E questo lo faceva attraverso ciò che meglio le riusciva ossia cantare e in quel suo famoso quanto censurato pezzo, Strange Fruit, pezzo scritto nel 1939 da un insegnante del Bronx, che raccontava proprio dell’impiccagione, nella metafora di strani frutti, con sangue sulle foglie e sulle radici, appesi agli alberi di pioppo.
Questa immagine viene evocata nel film di Lee Daniels, come se fosse un momento onirico, e vede una Billie Holiday sconvolta e in preda alla disperazione. È questa però una delle scene che sembrano slegate da tutto il resto.
Quasi tutta la vita artistica della strepitosa cantante gira intorno a quella canzone, che lei inserisce nei suoi concerti, quelli dove i neri e i bianchi la considerano una vera star, quelli che la osannano, che la fanno sentire importante, come forse mai si era sentita, considerata la vita difficile e assurda che il destino le aveva riservato fin quando non è giunta la notorietà. Ma anche quel momento della sua esistenza, è destinato ad essere una continua lotta contro chi la vuole distruggere, affossare, annientare.
L’Fbi finisce per infiltrare i suoi uomini, neri, quelli che mai avrebbero potuto salire le scale del ruolo di comando ma che erano ideali per essere le pedine che fanno il lavoro sporco, con l’unico scopo di fermare Lady Day e la sua canzone di denuncia. E l’avrebbero fermata a qualunque costo, compreso usando letteralmente la sua dipendenza dalla droga.
Sarà l’agente federale Fletcher (Trevante Rhodes) ad incastrarla prima e ad innamorarsene poi. Ma Billie Holiday non riesce a godere dell’amore, pensa di non meritarlo, usa il sesso come merce di scambio, così come aveva fatto sin da bambina nei bordelli.

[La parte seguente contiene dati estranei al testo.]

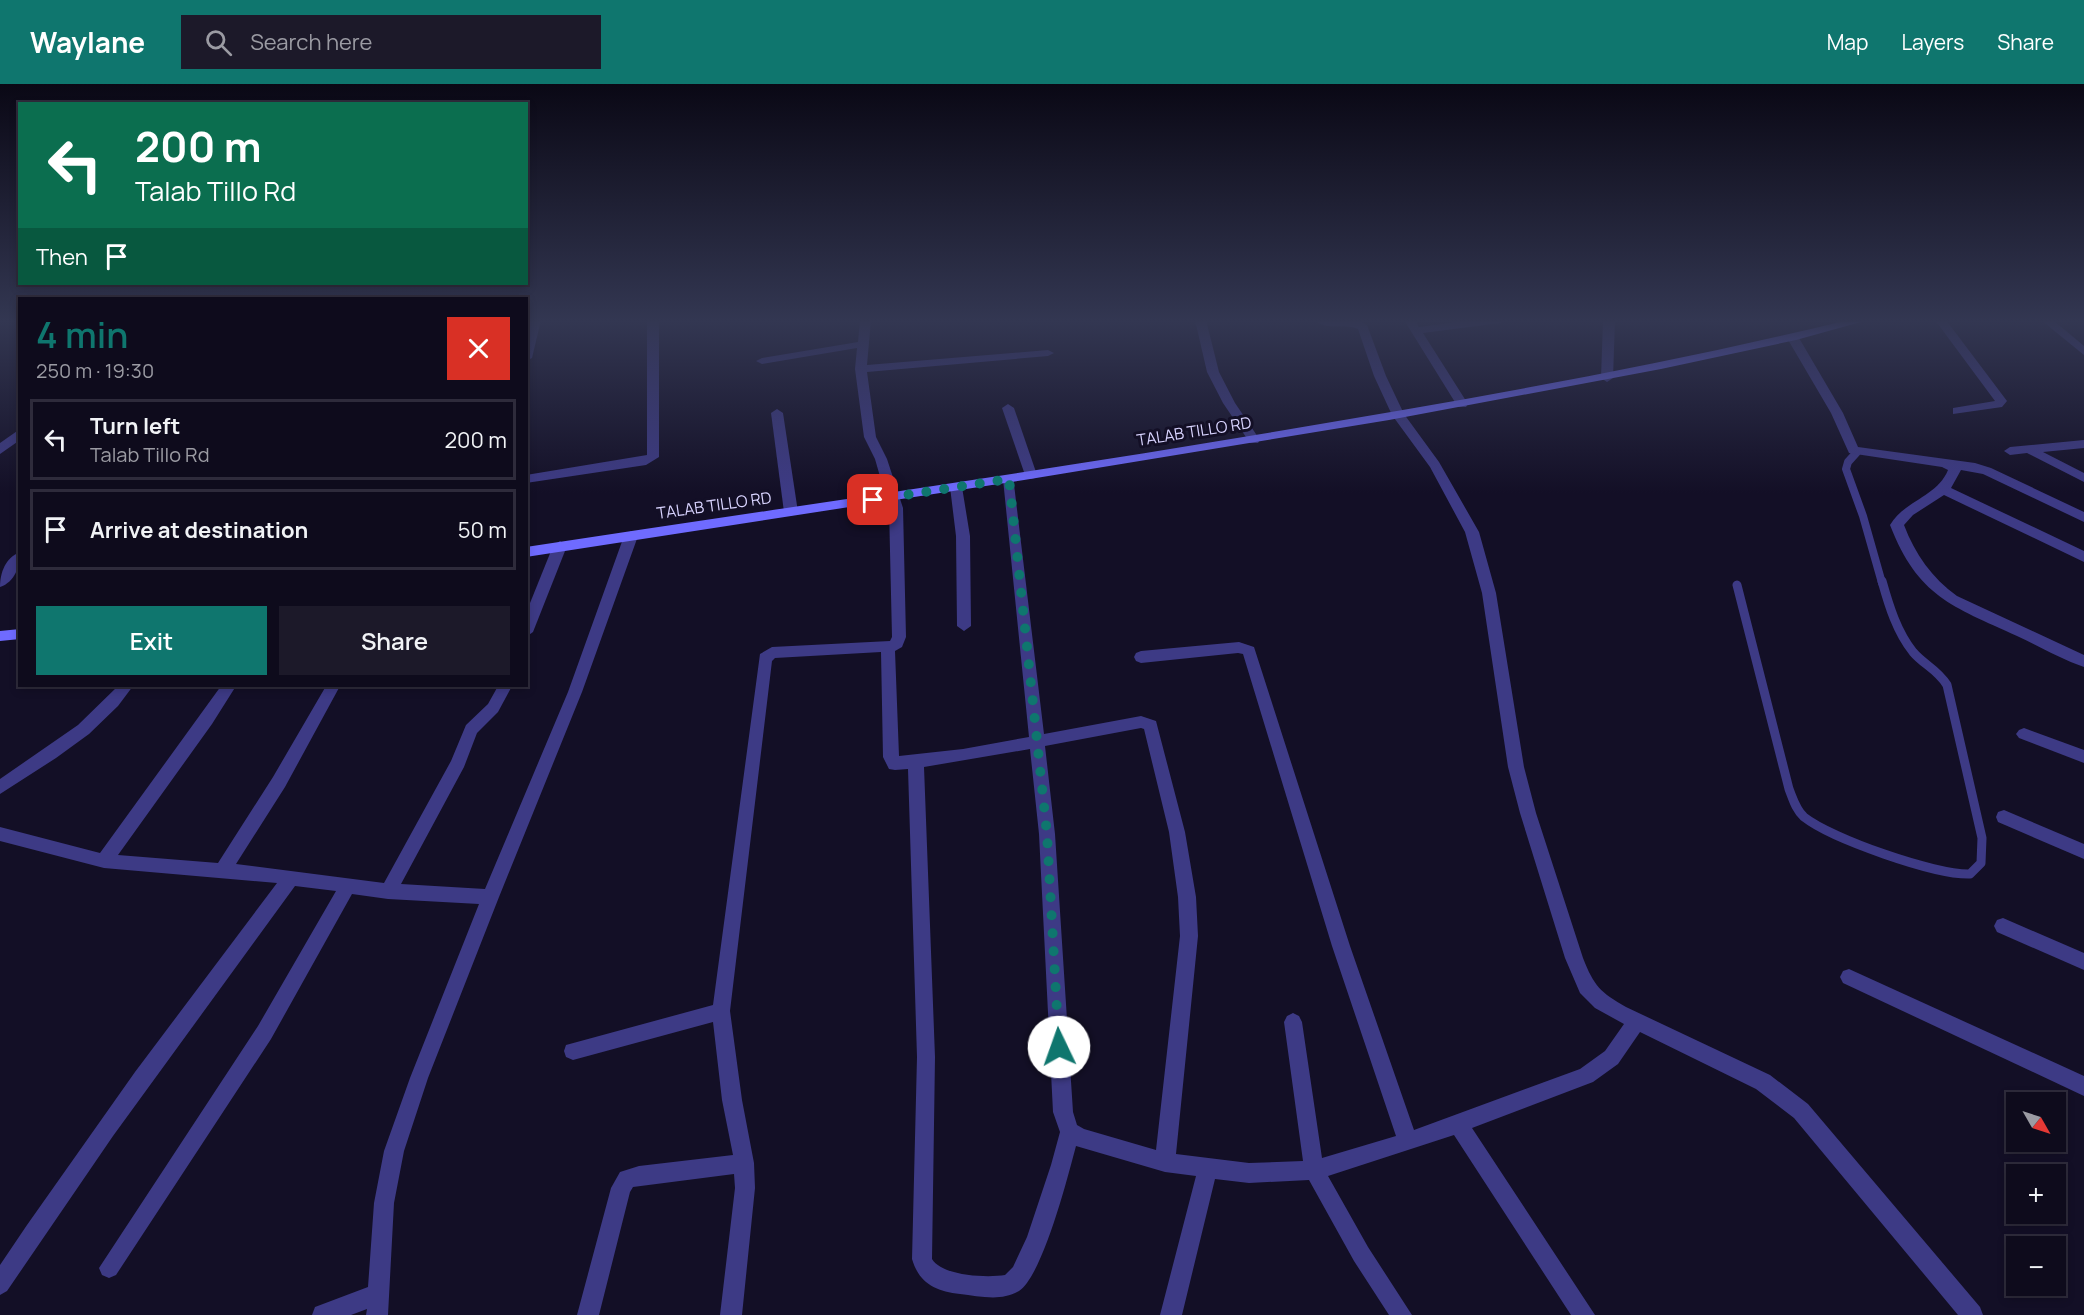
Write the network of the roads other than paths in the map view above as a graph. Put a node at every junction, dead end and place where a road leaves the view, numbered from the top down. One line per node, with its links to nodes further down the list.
1 (653, 377): 23 (street)
2 (862, 377): 28 (street)
3 (1216, 377): 15 (street)
4 (1381, 377): 13 (street)
5 (1445, 377): 9 (street)
6 (1816, 377): 20 (street)
7 (1983, 377): 11 (street)
8 (1607, 378): 9 (main road, TALAB TILLO RD)
9 (1462, 404): 13 (main road, TALAB TILLO RD)
10 (1008, 408): 22 (street)
11 (1958, 411)
12 (777, 413): 29 (street)
13 (1398, 415): 15 (main road, TALAB TILLO RD); 67 (street)
14 (18, 435): 18 (street)
15 (1254, 440): 22 (main road, TALAB TILLO RD)
16 (2084, 444): 17 (street)
17 (2028, 449): 19 (street); 24 (street)
18 (0, 450)
19 (2010, 451)
20 (1857, 452): 21 (street); 37 (lane)
21 (1952, 465): 27 (street); 30 (street)
22 (1031, 475): 25 (main road, TALAB TILLO RD)
23 (528, 478)
24 (2084, 478)
25 (1009, 479): 26 (main road, TALAB TILLO RD); 50 (street)
26 (957, 487): 28 (main road, TALAB TILLO RD); 38 (street)
27 (1944, 490): 34 (street); 44 (street)
28 (893, 497): 29 (main road, TALAB TILLO RD); 42 (street)
29 (790, 512): 31 (main road, TALAB TILLO RD)
30 (2084, 517)
31 (631, 536): 32 (main road, TALAB TILLO RD); 62 (street)
32 (560, 546): 33 (main road, TALAB TILLO RD); 39 (street)
33 (528, 552)
34 (2084, 556)
35 (18, 560): 36 (street)
36 (0, 582)
37 (1737, 585)
38 (964, 626)
39 (528, 627)
40 (18, 634): 41 (main road)
41 (0, 636)
42 (888, 646): 52 (street); 66 (street)
43 (1141, 657): 73 (street)
44 (2084, 661)
45 (125, 687): 53 (street)
46 (228, 687): 57 (street)
47 (332, 687): 58 (street)
48 (504, 687): 61 (street)
49 (2024, 734): 51 (street)
50 (1035, 741): 52 (street); 72 (street); 74 (street)
51 (2084, 757)
52 (916, 762): 72 (street)
53 (0, 787)
54 (2004, 817): 56 (street)
55 (0, 834): 57 (street)
56 (2084, 852)
57 (104, 861): 58 (street)
58 (222, 871): 59 (street)
59 (291, 878): 60 (street); 79 (street)
60 (348, 885): 61 (street); 78 (street)
61 (388, 891): 62 (street)
62 (490, 897): 80 (street)
63 (2003, 927): 64 (street)
64 (2084, 962)
65 (1849, 976): 70 (street)
66 (721, 1011): 69 (street); 75 (street)
67 (1637, 1021): 71 (street); 87 (street)
68 (1293, 1022): 77 (street)
69 (573, 1051)
70 (2084, 1086)
71 (1458, 1124): 73 (street); 86 (street)
72 (1070, 1132): 74 (street)
73 (1408, 1142): 77 (street)
74 (1165, 1162): 76 (street)
75 (744, 1163): 82 (street); 83 (street)
76 (1208, 1168): 77 (street); 84 (street)
77 (1314, 1170): 85 (street)
78 (109, 1268)
79 (0, 1284)
80 (378, 1304): 81 (street)
81 (324, 1315)
82 (588, 1315)
83 (732, 1315)
84 (1171, 1315)
85 (1401, 1315)
86 (1584, 1315)
87 (1972, 1315)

Si fa usare, picchiare, annientare e questo dolore e questo suo modo di vivere il confronto con l’altro sesso lo canta anche nelle sue canzoni. Anche quel tipo di rapporto è tossico.  E Andra Day è capace di rendere percepibile tutta la malinconia e la tristezza di quel personaggio così eccessivo, sensuale e sfrontato, è in grado di far pulsare il corpo e la mente di Billie Holiday, da gran diva sui palcoscenici di tutto il mondo, a quando si spoglia nuda per evitare una perquisizione, dalle innumerevoli scene in cui viene mostrata una Lady Day che si droga perché senza l’eroina proprio non sapeva vivere, alla forza del suo essere, che la pellicola riesce a consegnare al pubblico.
Lee Daniels fa però un lavoro “troppo pulito”, quasi didascalico, sorretto però da una fotografia impeccabile e ben curata. Ed usa anche il suo linguaggio, usa “il gergo”, senza piegarsi a tutti i costi ai canoni holliwoodiani. Eppure riesce a raccontarla e a renderla immortale proprio in quel suo essere incapace di un equilibrio personale ma capace di brillare come nessuna mai. La struttura narrativa semplice, considerato che narra di uno specifico spaccato della vita dell’artista, avrebbe potuto aiutare il regista a spingersi un po’ oltre, dentro il personaggio, ed invece insiste molto su palcoscenici, su camerini, sulla droga.
Chi non conosce la storia di Billie Holiday, non sarà in grado di notare come il ruolo di Lester Young (Prez) – che nella vita vera fu non solo un musicista stratosferico ma che ebbe un rapporto empatico e quasi viscerale con Lady Day (fu lui a darle quel soprannome) – è relegato ad amico e musicista che la segue sul palco. Un misero accenno poi viene fatto al passato di Billie Holiday, quando invece un film così lungo (130 minuti) avrebbe potuto utilizzare le anacronie, nello specifico della analessi per far comprendere il motivo di alcune scelte, di alcuni sentimenti, di alcune disperazioni. Ma questo nel film non avviene, si limita ad incentrare la storia cinematografica sulla persecuzione ai danni di Billie Holiday. Il regista si aiuta anche con delle immagini di repertorio, ma lascia che sia la voce originale, meravigliosa e prorompente di Andra Day ad incantare, da sopra quel palco cinematografico, lasciando che lo spettatore venga letteralmente investito da tanta bravura. E se anche conoscendo ogni sfumatura della voce di Lady Day, che aveva quella capacità di rendere sublime quel suo originalissimo “naturale lamento” mentre cantava, si fa fatica a pensare che qualcuna possa imitarla, il pathos è così imponente guardando il film, che se si chiudono gli occhi si finisce dritti dritti in uno dei locali dove era solita cantare. E allora capolavori come All of me, Solitude, Them There Eye, prendono respiro e lì ci si arrende.
C’è una difficoltà a raccontare i personaggi che ruotano intorno alla figura di Billie Holiday.
Però c’è da dire che ci voleva il regista nero statunitense Lee Daniels a riportare l’attenzione su un’artista che non ebbe mai abbastanza rilievo.
Non si rimane indifferenti davanti a scene che sono state ben costruite, come quando Billie Holiday esce con un cappotto e sotto solo una guepiere per andare a cercarsi una dose, e ci si indigna quando un inserviente nero le proibisce di accedere ad un ascensore solo perché nera.
Un film da vedere a prescindere se si è o meno appassionati di jazz. Certo, si fa fatica, se si ama visceralmente Billie Holiday e si è compreso, attraverso la sua musica e il suo modo di cantare, quello struggimento, che ha bisogno solo di orecchi e cuore.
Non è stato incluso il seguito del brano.